After Super Tuesday We Might Be In The Darkest Timeline: Clinton v. Trump

Trump Clinton Celebrity Death Match

Fans of Community are familiar with the concept of the darkest timeline. While nobody has clinched the nomination and there is still time for unexpected events to change the trajectory after Super Tuesday, the most likely outcome of the nomination battles is that we will have a habitual liar and warmonger running for president, and the other candidate will be Donald Trump. The two worst candidates imaginable. We might now be living in the darkest timeline.

Again, nothing is final. Super Tuesday was set up to benefit moderate Democratic candidates who would appeal to the southern states, with party rules set up to hinder liberal nominees even before the games played this election year. Clinton did very well in states she probably has no chance to win in a general election, but it was also disappointing to see both Clinton and Trump win in Massachusetts.

Clinton has more than enough baggage to normally derail any politician but, like Donald Trump, her supporters don’t seem to care what she has done. There is also a remote chance that the Republican race will turn into a two way battle with the survivor being to win enough winner take all states to overcome Trump’s advantage.

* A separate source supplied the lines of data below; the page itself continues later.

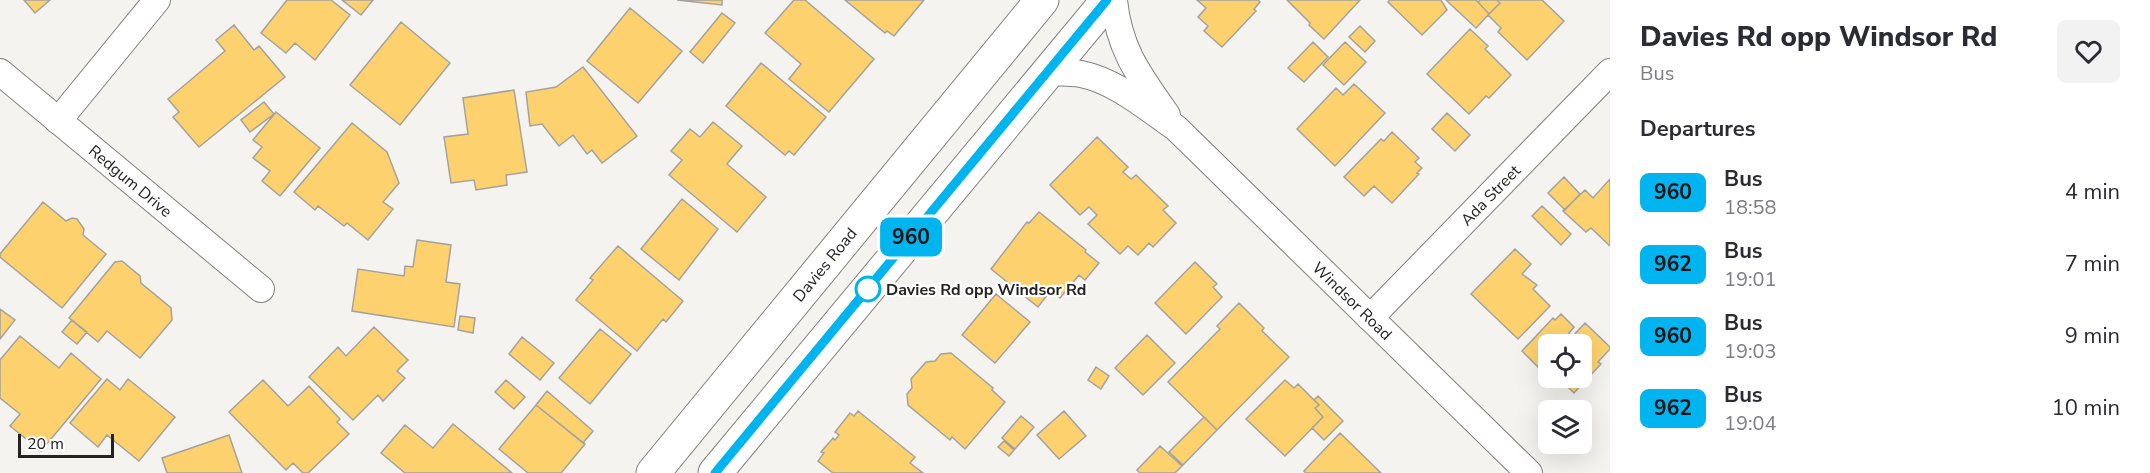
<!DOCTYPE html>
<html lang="en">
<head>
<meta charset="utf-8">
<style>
  :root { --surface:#fff; --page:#f2f2f3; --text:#2b2b33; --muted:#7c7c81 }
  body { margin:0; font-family:"Nunito Sans",sans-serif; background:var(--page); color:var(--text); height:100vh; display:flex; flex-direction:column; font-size:22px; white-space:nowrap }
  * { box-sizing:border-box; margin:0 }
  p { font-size:20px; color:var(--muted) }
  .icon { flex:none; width:33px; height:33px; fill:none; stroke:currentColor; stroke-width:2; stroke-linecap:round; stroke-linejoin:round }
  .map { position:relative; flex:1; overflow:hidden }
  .drawer { display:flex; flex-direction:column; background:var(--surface); width:540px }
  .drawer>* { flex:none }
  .badge { padding:0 12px; border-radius:9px; font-size:21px; line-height:39px }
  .buttons { position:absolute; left:1538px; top:334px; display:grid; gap:12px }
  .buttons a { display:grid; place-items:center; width:54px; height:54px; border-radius:9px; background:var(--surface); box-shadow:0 6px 24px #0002; font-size:30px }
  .scale { position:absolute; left:18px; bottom:15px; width:96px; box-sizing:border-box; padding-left:6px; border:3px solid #242322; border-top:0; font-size:16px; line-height:21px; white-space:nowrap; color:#242322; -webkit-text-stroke:4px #fff; paint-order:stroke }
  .map>.badge { position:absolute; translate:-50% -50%; box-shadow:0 0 0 3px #fff }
  h2 { padding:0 30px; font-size:22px; line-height:54px }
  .round { display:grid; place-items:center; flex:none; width:63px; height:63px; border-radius:9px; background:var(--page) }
  .head { display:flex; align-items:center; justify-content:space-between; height:102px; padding:0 30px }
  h1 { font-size:28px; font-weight:800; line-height:45px }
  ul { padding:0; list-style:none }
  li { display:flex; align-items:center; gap:18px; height:72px; padding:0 30px }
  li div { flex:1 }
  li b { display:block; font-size:22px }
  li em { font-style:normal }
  li .badge { min-width:66px; font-weight:700; text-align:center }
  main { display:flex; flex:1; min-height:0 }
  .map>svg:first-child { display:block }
</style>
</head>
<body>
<main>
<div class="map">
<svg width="1610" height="473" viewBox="0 0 1610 473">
  <rect width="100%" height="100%" fill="#f5f3ef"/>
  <path fill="#fdd26e" stroke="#a4a29e" stroke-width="1.5" d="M24 0H50L35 13Z
    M287 0H331L350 15 315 60 295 43 286 53 261 33Z
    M342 0H373L361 15Z
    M677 0H722V5Z
    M794 0H805L874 59 829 112 789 79 801 64 765 33Z
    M845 0H924L894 36 887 31 885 33Z
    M1197 0H1258L1260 2 1254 9 1256 11 1222 47 1204 31 1208 26 1198 17 1206 8Z
    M1287 0H1360L1324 39 1309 25 1310 23Z
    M1390 0H1441L1447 10 1422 35 1388 2Z
    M1446 0H1476L1489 14 1476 28Z
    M1480 0H1497L1500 3 1489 14 1478 2Z
    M1497 0H1542L1564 21 1527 60 1498 32 1501 28 1488 15 1500 3Z
    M630 8 682 51 638 103 587 61Z
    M722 13 735 23 703 63 690 52Z
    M401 22 450 63 400 125 350 85Z
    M234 25 254 50 259 46 285 77 199 147 173 117 179 112 168 99 225 51 216 40Z
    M1360 26 1375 41 1365 52 1349 37Z
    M1470 29 1488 46 1485 49 1511 75 1489 98 1486 96 1469 114 1427 74Z
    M1313 42 1328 57 1304 82 1288 68Z
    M1345 42 1366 62 1344 85 1323 65Z
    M761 63 826 117 794 155 789 151 785 155 726 106Z
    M583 67 637 136 602 163 592 150 587 154 573 135 559 146 542 124 530 126 526 92 556 87Z
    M1354 84 1385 113 1335 166 1297 129 1336 88 1343 95Z
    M514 90 527 172 506 175 507 185 476 190 474 180 451 183 444 137 468 134 463 98Z
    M264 102 274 114 250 132 241 120Z
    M276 112 320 148 280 196 262 181 270 171 253 158 262 147 253 140Z
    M1447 113 1470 135 1455 151 1432 129Z
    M713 122 742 146 727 164 766 197 737 232 669 175 682 160 671 151 690 129 700 137Z
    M352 123 387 152 399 183 383 202 393 209 368 240 347 223 344 226 318 206 315 210 294 192Z
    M1392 132 1419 158 1415 162 1422 168 1417 173 1419 174 1392 203 1374 186 1364 196 1344 177 1381 139 1384 141Z
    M1097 137 1128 167 1123 172 1131 179 1136 175 1168 206 1163 210 1176 223 1153 247 1149 243 1138 255 1128 246 1120 254 1088 224 1097 215 1089 207 1080 215 1050 185Z
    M1564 177 1580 194 1565 210 1548 193Z
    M1610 179V246L1591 228 1586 232 1563 211 1585 190 1593 198Z
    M682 199 718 229 679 280 641 249Z
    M43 202 66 221 72 218 77 219 84 229 83 235 106 254 62 308 0 257V254Z
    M1542 206 1571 234 1561 245 1532 216Z
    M1039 212 1086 250 1085 252 1099 263 1085 280 1079 275 1060 298 1051 290 1038 307 991 269 1027 222 1029 223Z
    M417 240 451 245 446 282 460 284 454 327 352 311 358 269 404 276 405 266 413 267Z
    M618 246 683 301 666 322 663 319 637 351 576 300 593 280 590 278Z
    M1515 249 1531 264 1522 274 1537 285 1533 289 1550 306 1518 339 1471 294Z
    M122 261 140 276 141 283 171 308 172 320 140 358 107 331 98 342 69 318 115 262Z
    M1195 262 1217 284 1213 287 1222 297 1186 334 1155 303Z
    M996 294 1030 322 995 363 962 335Z
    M1239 303 1264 328 1262 331 1289 357 1217 430 1168 382 1220 329 1217 326Z
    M0 309 15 320 0 339Z
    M1561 314 1574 327 1569 333 1572 337 1585 323 1610 347V349L1598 362 1601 364 1574 393 1559 378H1581V345H1548V373L1542 368 1540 369 1522 351 1553 318 1555 320Z
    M460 316 475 318 473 333 458 330Z
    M72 320 87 332 77 344 62 332Z
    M374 327 408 360 397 371 405 378 383 401 378 395 353 420 309 377 338 347 346 356Z
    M600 329 631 354 590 404 559 378Z
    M1147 335 1175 363 1143 395 1115 368Z
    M20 336 59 368 71 353 101 379 41 451 10 426 20 414 0 398V360Z
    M522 337 554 363 540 380 509 354Z
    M951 353 993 388 992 390 1005 402 965 449 952 437 950 440 908 405 907 394 912 388 911 379 926 362 935 361 941 354Z
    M1096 367 1109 376 1101 389 1088 380Z
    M107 379 120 390 128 379 175 417 139 461 107 435 98 447 70 423Z
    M263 380 288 406 309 386 340 419 337 422 349 434 308 473H303L293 463 286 470 229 412Z
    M506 380 525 397 514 409 495 392Z
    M1285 380 1294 388 1298 384 1319 405 1315 408 1323 417 1285 456 1246 419Z
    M547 391 593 431 583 443 536 405Z
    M1318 396 1343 421 1324 440 1312 428 1323 417 1315 408 1319 405 1314 400Z
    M536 405 585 444 561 473H528L499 449Z
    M858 411 915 457 910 463 923 473H833L818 461 824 453 821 452 833 438 835 440 839 435 835 432 850 413 854 416Z
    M1064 411 1086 436 1059 459 1037 435Z
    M1021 416 1034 427 1015 449 1002 438Z
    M1204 417 1217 430 1183 465 1169 452Z
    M453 424 512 473H405L381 453 405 425 433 448Z
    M1340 433 1381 473H1306L1304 471Z
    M229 435 242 473H167L162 458Z
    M1004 441 1014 450 1009 456 998 447Z
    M1160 446 1182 466 1175 473H1140L1137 470Z"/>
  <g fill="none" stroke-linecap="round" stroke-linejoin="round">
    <defs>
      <g id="minor">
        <path d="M1114 0C1119 50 1139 75 1167 115"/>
        <path id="s1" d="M0 72 261 289"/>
        <path id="s2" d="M1048 72C1059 73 1070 72 1081 74 1116 81 1147 108 1176 128L1529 473"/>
        <path d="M58 121 157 0"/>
        <path id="s3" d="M1370 318 1610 72"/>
      </g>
      <g id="trunk">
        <path id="s4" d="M653 473 1042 0"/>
        <path d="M715 473 1108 0"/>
      </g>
    </defs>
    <use href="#minor" stroke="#83817d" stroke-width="28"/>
    <use href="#trunk" stroke="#83817d" stroke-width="35"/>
    <use href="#minor" stroke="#fff" stroke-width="26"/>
    <use href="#trunk" stroke="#fff" stroke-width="33"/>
  </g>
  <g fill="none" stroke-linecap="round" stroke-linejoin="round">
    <defs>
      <path id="line" d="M715 473 1107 0"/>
    </defs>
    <use href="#line" stroke="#fff" stroke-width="14"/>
    <use href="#line" stroke="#00b5ef" stroke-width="9"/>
  </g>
  <circle fill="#fff" stroke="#00b5ef" stroke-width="3" cx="868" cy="289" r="12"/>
  <g text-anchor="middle" stroke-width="4.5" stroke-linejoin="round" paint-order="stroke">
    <g font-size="16" fill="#242322" stroke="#fff">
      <text dy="6" stroke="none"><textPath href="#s1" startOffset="170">Redgum Drive</textPath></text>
      <text dy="6" stroke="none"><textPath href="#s3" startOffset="172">Ada Street</textPath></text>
      <text dy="6" stroke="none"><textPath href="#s4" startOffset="270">Davies Road</textPath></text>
      <text dy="6" stroke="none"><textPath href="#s2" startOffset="390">Windsor Road</textPath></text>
    </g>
    <g font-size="16" font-weight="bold" fill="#242322" stroke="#fff" text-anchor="start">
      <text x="886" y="295">Davies Rd opp Windsor Rd</text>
    </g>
  </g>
</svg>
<div class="buttons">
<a><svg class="icon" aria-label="locate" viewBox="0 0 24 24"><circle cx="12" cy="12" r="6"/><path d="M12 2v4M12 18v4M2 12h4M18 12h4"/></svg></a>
<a><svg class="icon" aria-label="layers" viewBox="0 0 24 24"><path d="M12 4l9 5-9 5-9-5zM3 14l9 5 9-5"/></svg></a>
</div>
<div class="scale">20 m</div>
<b class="badge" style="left:911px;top:237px;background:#00b5ef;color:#111">960</b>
</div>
<section class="drawer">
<div class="head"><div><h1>Davies Rd opp Windsor Rd</h1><p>Bus</p></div><a class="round"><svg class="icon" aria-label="heart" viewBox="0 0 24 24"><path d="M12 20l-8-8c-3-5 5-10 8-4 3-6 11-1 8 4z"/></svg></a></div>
<h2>Departures</h2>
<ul>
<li><span class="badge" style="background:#00b5ef;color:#111">960</span><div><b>Bus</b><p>18:58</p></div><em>4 min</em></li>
<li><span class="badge" style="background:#00b5ef;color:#111">962</span><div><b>Bus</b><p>19:01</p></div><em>7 min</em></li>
<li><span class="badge" style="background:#00b5ef;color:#111">960</span><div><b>Bus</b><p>19:03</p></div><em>9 min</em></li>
<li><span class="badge" style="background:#00b5ef;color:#111">962</span><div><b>Bus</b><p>19:04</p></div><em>10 min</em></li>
</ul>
</section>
</main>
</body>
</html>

One hopeful sign is the amount of donations Sanders has been receiving, receiving over forty million dollars in February alone. Generally, when a candidate loses primaries, they are forced from the race as their money dries up. Sanders has the resources and will be continuing to take on Clinton.

If it is a general election between Hillary Clinton and Donald Trump, one question will be how the nomination process led to the two candidates with the highest negatives for a general election winning each party’s nomination. While the outcome is analogous, the process was completely different. Clinton has benefited from being the establishment candidate in a battle rigged in her favor, without regard to the consequences. Trump has defied the Republican leadership, which has so far been  powerless to get in the way of voters rejecting the establishment.

In other words, the Democratic race has been totally undemocratic, while the Republicans have had a much fairer process. As David Atkins wrote about the Democratic process at Washington Monthly, “The Democratic Party should be true to its name and trust in democracy.”Republican voters have been right in rejecting the establishment, but unfortunately the wrong person has benefited from this.

An election between Clinton versus Trump will very likely break modern records for dishonesty and smears. With each candidate being so disliked on a national level, each will probably try to win by making voters hate the other even more.

We might see a breakdown in the red/blue state divide which has dominated recent elections. It is not unimaginable to see Donald Trump taking New York and the blue portions of the midwest in a battle with Clinton, who already is having problems in the traditional battleground states. On the other hand, Democrats might be lucky if Trump is the nominee as Clinton would have a much harder time beating Cruz or Rubio. The latest CNN poll , along with multiple other recent polls, agrees with this, showing both Sanders and Clinton beating Trump, with Sanders winning by a larger margin, but only Sanders being able to beat Rubio and Cruz.

The real reason that this is the darkest timeline is not the general election, but who we will have to live with as president for at least four years. A Clinton victory means a return to the neoconservative foreign policy view which has resulted in disaster. She will keep us on a path of perpetual warfare and strengthening of the surveillance state. She even received a major neocon endorsement last week. While Donald Trump is less hawkish on paper, I could still see him as being at considerable risk of blundering us into more wars. Both show little regard for First Amendments rights.

We would have a Democratic nominee who has proposed legislation making it a crime to burn flags in protest and a Republican nominee who has proposed limiting entry to the country based upon their religion. Neither is tolerable. I imagine that in the case of Trump we are dealing with what might be campaign hyperbole, versus an actual record on Clinton’s part of proposing restrictions on civil liberties and pushing for greater military intervention, but it is risky to trust that Trump will be more rational if in office. Just like it is risky to believe it when Clinton takes more progressive positions, on limited and selective issues. At least Trump has exposed the problems of big money in politics–not that I would count on him really reforming a system he has benefited from. It is no wonder that I am seeing so much talk about voting for the Green Party recently.